What is the best Simply Wall Street alternative?
It depends on what you need. Koyfin offers more depth and better macro data with a functional free tier. Stockopedia provides more granular quant scoring for serious fundamental investors. For ETF-focused investors, Morningstar is stronger on fund research. TradingView is the right choice if you need price charts alongside your research — SWS has none. Many active stock investors use SWS alongside one of these rather than choosing between them.

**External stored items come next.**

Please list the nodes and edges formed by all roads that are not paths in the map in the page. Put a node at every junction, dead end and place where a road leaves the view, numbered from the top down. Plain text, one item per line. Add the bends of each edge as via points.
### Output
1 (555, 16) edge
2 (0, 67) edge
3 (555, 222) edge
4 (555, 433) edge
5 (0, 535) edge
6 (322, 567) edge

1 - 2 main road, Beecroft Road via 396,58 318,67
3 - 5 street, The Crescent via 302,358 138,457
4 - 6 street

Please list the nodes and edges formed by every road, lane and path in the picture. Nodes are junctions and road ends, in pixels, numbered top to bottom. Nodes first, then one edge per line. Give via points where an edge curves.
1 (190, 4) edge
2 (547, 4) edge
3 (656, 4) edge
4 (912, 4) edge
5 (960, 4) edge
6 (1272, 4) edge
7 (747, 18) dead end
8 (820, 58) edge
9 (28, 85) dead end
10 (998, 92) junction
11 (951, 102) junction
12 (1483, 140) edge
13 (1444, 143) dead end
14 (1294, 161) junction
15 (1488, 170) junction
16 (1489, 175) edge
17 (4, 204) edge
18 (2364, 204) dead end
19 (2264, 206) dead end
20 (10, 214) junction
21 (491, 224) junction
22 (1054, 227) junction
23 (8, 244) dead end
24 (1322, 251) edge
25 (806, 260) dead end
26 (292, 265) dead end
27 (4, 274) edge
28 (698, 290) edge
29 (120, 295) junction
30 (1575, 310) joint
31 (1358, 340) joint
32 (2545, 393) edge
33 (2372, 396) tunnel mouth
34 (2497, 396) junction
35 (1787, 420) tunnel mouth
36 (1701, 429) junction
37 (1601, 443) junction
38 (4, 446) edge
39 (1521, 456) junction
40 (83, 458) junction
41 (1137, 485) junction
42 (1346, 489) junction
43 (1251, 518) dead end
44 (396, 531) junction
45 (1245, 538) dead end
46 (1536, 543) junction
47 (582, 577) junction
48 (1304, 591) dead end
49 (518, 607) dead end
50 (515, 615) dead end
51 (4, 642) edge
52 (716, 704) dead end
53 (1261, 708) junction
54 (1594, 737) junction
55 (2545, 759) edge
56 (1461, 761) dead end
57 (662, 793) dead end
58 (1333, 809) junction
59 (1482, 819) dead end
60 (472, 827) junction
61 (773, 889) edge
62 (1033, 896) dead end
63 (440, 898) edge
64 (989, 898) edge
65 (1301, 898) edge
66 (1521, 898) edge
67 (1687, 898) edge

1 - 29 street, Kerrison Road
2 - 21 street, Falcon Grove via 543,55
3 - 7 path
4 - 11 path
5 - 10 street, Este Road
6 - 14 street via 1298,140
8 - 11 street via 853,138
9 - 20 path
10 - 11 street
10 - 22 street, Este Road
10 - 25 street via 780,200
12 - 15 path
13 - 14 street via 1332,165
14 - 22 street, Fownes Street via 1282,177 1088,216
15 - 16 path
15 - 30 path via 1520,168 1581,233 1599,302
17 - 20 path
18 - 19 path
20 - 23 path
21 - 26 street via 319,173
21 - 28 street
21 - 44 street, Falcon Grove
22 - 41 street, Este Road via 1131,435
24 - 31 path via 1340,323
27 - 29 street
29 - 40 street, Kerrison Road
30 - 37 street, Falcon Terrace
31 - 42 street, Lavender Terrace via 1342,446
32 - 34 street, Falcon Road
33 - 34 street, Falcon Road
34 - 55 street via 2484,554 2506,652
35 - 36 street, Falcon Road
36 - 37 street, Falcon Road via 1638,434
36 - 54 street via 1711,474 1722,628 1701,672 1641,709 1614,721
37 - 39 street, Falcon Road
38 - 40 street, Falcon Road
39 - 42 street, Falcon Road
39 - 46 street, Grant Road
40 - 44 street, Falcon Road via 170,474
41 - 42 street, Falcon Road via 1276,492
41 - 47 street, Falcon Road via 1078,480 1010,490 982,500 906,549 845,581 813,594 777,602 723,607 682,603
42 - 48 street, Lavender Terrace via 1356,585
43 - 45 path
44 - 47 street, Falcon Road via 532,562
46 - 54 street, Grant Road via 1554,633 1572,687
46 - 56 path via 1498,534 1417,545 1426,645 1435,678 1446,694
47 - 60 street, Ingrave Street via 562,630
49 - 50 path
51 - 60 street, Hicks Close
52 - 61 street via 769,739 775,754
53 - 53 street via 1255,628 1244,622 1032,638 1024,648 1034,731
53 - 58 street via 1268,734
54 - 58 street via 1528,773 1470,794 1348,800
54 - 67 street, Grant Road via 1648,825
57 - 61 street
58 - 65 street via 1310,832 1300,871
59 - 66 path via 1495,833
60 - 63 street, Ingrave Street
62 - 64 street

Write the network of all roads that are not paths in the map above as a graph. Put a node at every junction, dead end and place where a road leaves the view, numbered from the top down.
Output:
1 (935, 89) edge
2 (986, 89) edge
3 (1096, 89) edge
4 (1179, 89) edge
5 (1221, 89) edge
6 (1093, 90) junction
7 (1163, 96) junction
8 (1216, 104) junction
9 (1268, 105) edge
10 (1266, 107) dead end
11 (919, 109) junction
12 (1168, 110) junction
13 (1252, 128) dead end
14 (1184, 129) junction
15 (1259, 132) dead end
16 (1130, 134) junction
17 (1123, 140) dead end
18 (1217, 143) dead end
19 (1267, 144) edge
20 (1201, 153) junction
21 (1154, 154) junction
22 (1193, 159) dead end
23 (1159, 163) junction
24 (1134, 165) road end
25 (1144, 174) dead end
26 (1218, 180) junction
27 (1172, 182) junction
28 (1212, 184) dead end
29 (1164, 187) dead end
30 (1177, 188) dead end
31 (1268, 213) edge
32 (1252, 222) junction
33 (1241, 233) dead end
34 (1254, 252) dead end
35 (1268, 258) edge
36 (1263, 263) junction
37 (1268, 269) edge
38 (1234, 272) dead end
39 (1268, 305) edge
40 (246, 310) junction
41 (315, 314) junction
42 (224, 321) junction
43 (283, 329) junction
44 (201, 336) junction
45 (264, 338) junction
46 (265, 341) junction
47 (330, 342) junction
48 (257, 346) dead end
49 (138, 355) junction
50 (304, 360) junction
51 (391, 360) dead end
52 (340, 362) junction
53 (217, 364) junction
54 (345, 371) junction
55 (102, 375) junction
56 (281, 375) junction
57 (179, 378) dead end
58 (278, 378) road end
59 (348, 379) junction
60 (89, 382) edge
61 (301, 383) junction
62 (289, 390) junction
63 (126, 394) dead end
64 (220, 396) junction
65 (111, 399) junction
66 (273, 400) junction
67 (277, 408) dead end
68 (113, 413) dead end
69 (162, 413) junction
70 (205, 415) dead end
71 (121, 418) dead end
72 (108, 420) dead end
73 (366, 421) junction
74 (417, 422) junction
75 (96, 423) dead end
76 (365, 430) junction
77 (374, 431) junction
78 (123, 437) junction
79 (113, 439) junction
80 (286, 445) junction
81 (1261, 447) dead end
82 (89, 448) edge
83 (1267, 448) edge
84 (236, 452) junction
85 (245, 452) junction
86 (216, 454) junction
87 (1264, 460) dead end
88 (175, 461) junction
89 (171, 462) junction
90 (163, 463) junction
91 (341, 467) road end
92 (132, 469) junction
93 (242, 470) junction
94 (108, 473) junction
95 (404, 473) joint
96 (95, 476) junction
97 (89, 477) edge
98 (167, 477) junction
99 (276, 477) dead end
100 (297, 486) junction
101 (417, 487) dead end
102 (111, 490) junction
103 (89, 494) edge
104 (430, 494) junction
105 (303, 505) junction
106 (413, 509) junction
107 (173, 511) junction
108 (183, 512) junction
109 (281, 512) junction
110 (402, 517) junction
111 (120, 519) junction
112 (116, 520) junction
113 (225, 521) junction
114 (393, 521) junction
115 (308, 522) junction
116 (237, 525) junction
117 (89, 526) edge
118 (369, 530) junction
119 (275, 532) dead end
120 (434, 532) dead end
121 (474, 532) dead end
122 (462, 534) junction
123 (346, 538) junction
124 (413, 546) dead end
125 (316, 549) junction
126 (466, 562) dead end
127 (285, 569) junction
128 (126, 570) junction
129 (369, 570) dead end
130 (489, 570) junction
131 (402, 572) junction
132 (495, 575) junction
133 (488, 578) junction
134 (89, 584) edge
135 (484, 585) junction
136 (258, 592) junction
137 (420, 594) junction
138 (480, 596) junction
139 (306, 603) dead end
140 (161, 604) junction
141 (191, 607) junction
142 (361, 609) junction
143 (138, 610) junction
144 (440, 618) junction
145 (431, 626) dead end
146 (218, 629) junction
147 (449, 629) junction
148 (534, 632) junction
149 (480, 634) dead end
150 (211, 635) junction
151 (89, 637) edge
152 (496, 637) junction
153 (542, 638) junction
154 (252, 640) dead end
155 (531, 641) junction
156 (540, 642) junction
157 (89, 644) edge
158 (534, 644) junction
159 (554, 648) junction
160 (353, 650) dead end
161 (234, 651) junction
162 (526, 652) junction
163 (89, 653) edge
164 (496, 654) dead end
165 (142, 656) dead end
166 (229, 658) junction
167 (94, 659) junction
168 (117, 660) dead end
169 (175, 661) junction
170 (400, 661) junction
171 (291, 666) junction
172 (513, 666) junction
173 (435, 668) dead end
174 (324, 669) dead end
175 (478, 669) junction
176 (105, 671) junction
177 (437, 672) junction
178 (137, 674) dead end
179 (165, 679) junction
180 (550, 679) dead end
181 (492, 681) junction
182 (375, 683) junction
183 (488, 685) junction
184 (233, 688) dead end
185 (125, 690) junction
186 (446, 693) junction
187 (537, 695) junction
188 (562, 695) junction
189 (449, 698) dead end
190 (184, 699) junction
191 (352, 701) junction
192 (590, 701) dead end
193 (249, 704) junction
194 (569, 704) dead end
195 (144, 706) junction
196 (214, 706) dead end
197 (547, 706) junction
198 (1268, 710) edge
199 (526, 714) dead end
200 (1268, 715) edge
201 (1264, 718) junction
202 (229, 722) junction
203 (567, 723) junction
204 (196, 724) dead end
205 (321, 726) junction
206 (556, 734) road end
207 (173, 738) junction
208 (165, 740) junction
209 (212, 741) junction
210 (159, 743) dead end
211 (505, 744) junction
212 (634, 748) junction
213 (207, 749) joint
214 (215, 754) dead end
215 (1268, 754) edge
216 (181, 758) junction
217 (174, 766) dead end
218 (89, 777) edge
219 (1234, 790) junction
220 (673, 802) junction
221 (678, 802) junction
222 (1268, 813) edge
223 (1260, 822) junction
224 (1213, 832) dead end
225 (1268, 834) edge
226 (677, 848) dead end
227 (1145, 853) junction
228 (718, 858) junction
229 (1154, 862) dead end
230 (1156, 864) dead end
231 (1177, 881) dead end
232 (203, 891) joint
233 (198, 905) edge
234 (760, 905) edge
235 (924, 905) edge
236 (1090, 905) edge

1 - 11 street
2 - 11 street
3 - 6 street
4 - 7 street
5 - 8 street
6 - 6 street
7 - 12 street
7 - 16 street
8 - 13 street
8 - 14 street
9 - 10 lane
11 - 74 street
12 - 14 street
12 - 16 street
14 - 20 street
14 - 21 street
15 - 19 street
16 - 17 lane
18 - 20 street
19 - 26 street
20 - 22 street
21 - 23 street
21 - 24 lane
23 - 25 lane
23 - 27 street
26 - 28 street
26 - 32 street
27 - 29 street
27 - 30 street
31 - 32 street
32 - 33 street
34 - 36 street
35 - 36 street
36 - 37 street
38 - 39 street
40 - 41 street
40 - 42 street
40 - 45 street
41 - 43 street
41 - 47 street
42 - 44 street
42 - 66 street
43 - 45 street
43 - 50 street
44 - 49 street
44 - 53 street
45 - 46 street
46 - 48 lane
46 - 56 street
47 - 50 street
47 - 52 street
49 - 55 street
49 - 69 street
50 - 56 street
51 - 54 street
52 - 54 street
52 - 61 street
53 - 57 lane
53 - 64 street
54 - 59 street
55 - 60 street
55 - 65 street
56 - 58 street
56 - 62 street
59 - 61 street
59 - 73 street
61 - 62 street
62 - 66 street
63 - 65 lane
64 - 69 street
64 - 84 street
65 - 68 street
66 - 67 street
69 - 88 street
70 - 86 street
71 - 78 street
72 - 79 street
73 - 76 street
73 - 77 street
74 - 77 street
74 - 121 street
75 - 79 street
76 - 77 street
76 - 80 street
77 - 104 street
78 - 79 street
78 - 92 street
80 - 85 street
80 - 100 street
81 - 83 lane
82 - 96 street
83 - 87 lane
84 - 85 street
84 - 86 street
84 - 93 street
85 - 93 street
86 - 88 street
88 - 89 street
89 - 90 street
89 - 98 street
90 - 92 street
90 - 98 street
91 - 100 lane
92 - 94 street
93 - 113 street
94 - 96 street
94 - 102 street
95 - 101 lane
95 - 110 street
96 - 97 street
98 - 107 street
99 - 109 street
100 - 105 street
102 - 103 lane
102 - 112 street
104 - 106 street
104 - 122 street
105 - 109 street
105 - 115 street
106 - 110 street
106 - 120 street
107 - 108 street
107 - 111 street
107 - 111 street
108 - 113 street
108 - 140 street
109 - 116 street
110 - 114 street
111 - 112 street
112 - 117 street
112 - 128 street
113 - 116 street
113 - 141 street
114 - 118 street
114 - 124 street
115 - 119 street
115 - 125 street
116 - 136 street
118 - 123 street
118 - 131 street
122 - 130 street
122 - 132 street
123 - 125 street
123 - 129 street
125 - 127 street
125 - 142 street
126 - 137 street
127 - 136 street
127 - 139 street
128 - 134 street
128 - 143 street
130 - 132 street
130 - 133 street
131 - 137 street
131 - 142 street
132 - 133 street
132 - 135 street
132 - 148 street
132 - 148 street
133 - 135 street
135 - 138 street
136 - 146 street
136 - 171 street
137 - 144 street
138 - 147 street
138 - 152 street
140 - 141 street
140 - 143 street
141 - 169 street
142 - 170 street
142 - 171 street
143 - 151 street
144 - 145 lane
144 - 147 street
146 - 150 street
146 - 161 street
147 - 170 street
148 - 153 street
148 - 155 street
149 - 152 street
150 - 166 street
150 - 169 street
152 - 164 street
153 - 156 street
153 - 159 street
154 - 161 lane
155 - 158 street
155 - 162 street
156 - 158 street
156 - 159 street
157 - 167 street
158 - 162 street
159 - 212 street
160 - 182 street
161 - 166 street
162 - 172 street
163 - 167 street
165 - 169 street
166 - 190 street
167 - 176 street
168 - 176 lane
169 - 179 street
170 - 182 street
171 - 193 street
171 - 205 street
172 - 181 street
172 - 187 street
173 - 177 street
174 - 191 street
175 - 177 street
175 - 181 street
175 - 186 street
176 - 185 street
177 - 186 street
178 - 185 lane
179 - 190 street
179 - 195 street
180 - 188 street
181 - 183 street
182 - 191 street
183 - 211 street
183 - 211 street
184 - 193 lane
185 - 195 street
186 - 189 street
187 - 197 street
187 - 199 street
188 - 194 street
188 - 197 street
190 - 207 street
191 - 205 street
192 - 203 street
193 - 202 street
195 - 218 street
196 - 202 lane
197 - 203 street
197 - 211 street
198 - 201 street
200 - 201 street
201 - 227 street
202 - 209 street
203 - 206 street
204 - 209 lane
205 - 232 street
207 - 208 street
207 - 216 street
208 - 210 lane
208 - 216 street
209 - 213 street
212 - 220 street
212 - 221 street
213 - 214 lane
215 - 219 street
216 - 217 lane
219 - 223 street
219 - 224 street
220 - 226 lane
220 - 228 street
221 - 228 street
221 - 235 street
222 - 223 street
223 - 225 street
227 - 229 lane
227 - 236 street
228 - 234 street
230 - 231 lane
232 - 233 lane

Does Simply Wall Street cover ETFs?
Not meaningfully. The Snowflake analysis and company reports are designed for individual stocks, not funds. Some ETFs appear in the system, but the scoring model does not apply to funds in the same way — a Dividend axis score on an ETF is a different concept entirely from the same score on a stock. If ETF research is your primary need, Morningstar or Koyfin is a better starting point.
Is Simply Wall Street good for beginners?
Yes — it is one of the more beginner-friendly fundamental research tools available. The visual format significantly reduces the learning curve compared to reading raw financial statements, and the plain-language reports explain what each metric means in context. That said, beginners should understand the automation caveat: a high Snowflake score is not a buy signal, and a low score is not a sell signal. Use it to learn and shortlist, not to decide.
This review is provided for educational purposes only and does not constitute personalised investment advice. Pricing figures are approximate and subject to change — always verify on Simply Wall Street’s official pricing page before subscribing. Last updated May 2026.